The tasting room is open to visitors who book a tour or purchase a tasting flight without a tour. A standard flight includes four pours (typically 0.5 ounces each) from the current product lineup. The bourbon is served neat or with water. The staff walks you through tasting notes and production details relevant to each bottle. Food is not served, though visitors are welcome to bring outside food or eat beforehand.

The distillery retails bottles directly at competitive pricing relative to liquor stores in the Chattanooga area. Bottles purchased on-site are sometimes unavailable elsewhere locally, giving the tasting room a practical advantage over buying online or from retail competitors.

Hours, Pricing, and Logistics

The distillery operates seven days a week. Tour times typically run between 11 a.m. and 5 p.m., with the final tour starting one hour before closing. Booking ahead is strongly recommended, particularly on weekends and during peak visitor seasons (May through September). Walk-ins are accommodated if space exists, but advance reservations ensure you do not wait.

A guided tour with tastings costs approximately $20 per person. A tasting flight without a tour costs roughly $15. Group rates and private event space are available; the distillery can accommodate larger parties in a reserved room with a private guide. Pricing changes periodically; check the official website for current rates.

The North Shore location sits along the Tennessee River, with parking on-site and walkable access to other restaurants and bars in the neighborhood. The area includes other food and beverage options within a 5-minute walk, making it feasible to combine a distillery visit with dining nearby.

Production Capacity and Inventory

Chattanooga Whiskey produces bourbon and rye whiskey. Bourbon makes up the majority of output. The rye is bottled in smaller quantities and may not always be available during tastings. The distillery also experiments with limited releases and aging techniques, so the tasting room menu shifts seasonally. This variability is worth knowing: if you taste something you like, buying a bottle immediately is more reliable than expecting it to be stocked later.

The company sources grain from regional suppliers, including farms in Tennessee and Kentucky. This supply chain decision affects flavor consistency and ties the product to the broader regional food system, which occasionally shows up on local restaurant wine lists as a point of differentiation.

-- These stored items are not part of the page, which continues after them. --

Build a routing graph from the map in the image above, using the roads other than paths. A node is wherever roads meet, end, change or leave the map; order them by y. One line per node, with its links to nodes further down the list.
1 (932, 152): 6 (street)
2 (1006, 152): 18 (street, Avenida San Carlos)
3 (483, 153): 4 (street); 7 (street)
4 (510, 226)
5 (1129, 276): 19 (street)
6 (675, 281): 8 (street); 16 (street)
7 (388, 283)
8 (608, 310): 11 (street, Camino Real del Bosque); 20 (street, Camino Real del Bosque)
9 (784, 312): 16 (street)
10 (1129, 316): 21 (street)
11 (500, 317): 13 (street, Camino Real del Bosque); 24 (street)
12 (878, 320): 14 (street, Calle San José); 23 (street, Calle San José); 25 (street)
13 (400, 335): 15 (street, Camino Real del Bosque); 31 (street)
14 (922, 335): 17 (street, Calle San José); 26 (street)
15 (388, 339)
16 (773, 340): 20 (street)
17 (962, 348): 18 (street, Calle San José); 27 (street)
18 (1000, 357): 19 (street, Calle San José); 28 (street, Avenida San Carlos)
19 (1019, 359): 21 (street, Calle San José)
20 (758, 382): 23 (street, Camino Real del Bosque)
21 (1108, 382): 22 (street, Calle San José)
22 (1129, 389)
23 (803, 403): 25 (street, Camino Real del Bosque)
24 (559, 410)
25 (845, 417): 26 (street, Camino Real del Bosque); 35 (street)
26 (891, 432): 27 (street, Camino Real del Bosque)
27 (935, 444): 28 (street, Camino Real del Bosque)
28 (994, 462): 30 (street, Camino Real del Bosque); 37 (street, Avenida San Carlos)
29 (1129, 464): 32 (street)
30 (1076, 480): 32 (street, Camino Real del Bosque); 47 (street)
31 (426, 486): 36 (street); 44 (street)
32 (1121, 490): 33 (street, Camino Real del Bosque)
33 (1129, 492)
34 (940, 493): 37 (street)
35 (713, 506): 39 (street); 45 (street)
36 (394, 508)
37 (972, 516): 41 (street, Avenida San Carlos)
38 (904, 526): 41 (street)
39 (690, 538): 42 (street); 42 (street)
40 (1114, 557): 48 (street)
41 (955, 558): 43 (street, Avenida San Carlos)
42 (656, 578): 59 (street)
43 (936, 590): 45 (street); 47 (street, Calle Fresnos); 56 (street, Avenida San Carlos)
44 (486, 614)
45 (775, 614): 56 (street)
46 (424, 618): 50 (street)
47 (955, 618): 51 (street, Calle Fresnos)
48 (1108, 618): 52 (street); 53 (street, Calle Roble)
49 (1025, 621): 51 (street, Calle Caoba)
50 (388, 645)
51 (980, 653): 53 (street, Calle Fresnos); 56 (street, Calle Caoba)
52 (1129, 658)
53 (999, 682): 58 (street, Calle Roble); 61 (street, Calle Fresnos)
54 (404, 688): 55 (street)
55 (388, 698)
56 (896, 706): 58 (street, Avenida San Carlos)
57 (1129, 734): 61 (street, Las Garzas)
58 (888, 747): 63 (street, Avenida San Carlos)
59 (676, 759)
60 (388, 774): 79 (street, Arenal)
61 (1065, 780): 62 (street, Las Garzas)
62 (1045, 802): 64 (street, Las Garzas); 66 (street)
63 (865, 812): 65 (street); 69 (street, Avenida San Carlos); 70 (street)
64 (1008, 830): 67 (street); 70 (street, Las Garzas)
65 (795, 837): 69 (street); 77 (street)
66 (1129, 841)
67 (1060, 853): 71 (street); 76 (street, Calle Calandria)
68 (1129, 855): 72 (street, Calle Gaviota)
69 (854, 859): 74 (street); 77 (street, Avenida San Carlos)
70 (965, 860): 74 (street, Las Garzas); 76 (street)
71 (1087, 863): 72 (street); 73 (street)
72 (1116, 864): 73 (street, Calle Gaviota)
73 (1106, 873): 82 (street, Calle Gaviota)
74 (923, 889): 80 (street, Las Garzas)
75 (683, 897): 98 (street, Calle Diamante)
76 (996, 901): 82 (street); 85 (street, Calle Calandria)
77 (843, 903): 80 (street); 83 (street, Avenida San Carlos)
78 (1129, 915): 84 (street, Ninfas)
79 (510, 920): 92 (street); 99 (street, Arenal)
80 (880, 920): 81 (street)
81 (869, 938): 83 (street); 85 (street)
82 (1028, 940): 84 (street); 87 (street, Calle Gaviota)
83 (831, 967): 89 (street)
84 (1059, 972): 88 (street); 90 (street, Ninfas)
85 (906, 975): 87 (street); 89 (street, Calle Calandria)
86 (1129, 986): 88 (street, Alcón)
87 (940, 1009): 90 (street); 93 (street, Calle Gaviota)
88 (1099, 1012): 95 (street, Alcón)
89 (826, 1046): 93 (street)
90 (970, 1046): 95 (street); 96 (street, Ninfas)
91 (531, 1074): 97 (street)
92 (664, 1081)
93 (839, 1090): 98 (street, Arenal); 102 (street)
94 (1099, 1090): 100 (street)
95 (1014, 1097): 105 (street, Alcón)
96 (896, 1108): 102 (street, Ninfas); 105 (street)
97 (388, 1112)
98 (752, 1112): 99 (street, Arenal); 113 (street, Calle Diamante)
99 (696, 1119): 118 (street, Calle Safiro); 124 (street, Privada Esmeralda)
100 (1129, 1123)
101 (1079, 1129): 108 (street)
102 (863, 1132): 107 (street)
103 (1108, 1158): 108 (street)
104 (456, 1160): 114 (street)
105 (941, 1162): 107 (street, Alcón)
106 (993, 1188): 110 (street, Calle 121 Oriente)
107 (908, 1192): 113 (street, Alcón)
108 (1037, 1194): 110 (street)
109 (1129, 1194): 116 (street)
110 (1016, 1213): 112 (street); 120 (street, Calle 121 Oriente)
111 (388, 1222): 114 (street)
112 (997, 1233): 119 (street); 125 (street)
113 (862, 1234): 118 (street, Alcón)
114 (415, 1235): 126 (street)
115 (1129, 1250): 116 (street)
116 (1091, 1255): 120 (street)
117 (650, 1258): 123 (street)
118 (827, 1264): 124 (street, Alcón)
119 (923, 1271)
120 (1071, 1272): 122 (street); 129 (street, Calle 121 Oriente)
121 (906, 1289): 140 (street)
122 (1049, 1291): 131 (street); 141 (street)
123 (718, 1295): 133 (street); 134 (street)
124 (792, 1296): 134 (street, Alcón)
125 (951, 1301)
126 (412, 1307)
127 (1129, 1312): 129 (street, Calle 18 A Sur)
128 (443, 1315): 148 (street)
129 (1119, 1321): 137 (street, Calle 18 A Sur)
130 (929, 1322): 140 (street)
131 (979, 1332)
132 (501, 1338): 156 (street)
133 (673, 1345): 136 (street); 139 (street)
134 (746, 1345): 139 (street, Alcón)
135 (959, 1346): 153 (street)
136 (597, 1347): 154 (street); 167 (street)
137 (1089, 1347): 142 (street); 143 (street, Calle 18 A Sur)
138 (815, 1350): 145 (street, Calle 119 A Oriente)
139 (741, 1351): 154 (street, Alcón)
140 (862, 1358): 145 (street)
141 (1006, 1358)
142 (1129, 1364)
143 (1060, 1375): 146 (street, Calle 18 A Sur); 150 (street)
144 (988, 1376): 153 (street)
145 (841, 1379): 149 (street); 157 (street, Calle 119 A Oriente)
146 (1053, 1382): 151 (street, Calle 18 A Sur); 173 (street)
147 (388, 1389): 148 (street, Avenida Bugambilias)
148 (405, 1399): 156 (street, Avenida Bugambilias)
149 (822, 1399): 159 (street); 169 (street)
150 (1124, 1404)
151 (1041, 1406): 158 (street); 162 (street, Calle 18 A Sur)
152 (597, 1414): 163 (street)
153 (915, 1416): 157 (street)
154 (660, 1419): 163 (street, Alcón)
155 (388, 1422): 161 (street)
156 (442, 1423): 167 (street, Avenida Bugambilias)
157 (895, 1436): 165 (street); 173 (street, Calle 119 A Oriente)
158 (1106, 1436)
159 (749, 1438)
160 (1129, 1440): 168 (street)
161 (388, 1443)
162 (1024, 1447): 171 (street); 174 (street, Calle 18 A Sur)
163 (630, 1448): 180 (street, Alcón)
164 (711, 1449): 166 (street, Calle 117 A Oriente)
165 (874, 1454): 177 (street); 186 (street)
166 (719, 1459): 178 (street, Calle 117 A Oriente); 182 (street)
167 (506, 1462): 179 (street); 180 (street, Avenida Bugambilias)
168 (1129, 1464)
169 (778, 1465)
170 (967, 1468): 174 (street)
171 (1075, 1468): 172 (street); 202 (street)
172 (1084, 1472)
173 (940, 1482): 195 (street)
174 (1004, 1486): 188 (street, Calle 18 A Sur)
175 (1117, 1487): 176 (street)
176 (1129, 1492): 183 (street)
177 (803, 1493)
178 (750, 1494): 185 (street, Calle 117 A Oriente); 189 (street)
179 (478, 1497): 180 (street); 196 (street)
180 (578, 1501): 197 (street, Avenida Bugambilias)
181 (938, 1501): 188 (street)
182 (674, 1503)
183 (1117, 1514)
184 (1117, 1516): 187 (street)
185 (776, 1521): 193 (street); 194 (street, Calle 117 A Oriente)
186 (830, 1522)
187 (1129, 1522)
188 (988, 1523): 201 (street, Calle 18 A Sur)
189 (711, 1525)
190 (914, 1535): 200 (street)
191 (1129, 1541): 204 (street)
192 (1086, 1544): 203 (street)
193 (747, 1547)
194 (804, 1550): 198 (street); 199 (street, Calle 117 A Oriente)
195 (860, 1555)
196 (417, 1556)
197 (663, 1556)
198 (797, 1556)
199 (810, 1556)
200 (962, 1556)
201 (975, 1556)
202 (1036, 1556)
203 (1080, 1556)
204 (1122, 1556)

How It Compares to Other Chattanooga Drinking Venues

Chattanooga has breweries, cider houses, and coffee roasters with public-facing production facilities. The whiskey distillery differs in several ways: the production cycle is longer (aging happens over years, not weeks), the product is a single spirit rather than multiple styles, and the tasting experience focuses on neat spirits rather than flights of beer or cider. If your interest is in seeing how alcohol is made locally, the distillery offers a more intensive look at fermentation and barrel aging than most breweries provide.

Compared to bars and restaurants serving whiskey across Chattanooga, the distillery tasting room offers a direct education and direct purchase option, eliminating the markup between wholesale and retail. If you find a bottle you like, buying at the source costs less than purchasing the same bottle at a bar or retail store.

The distillery is not a nightlife venue: the atmosphere is daytime-focused, the tastings are educational, and the setting is industrial rather than social. If you're looking for live music or a cocktail-forward experience, other North Shore establishments serve that purpose better.

Practical Takeaway

A visit to Chattanooga Whiskey makes sense if you want to understand how bourbon is produced locally, taste the actual product in its origin location, or buy bottles directly from the source. Plan for 1 to 2 hours on-site and book your tour in advance. The distillery works well as a standalone 45-minute stop or as part of a longer North Shore food and beverage crawl. If you prefer finished cocktails over educational tastings, or if you want a full meal alongside drinking, this is not the right venue for that purpose.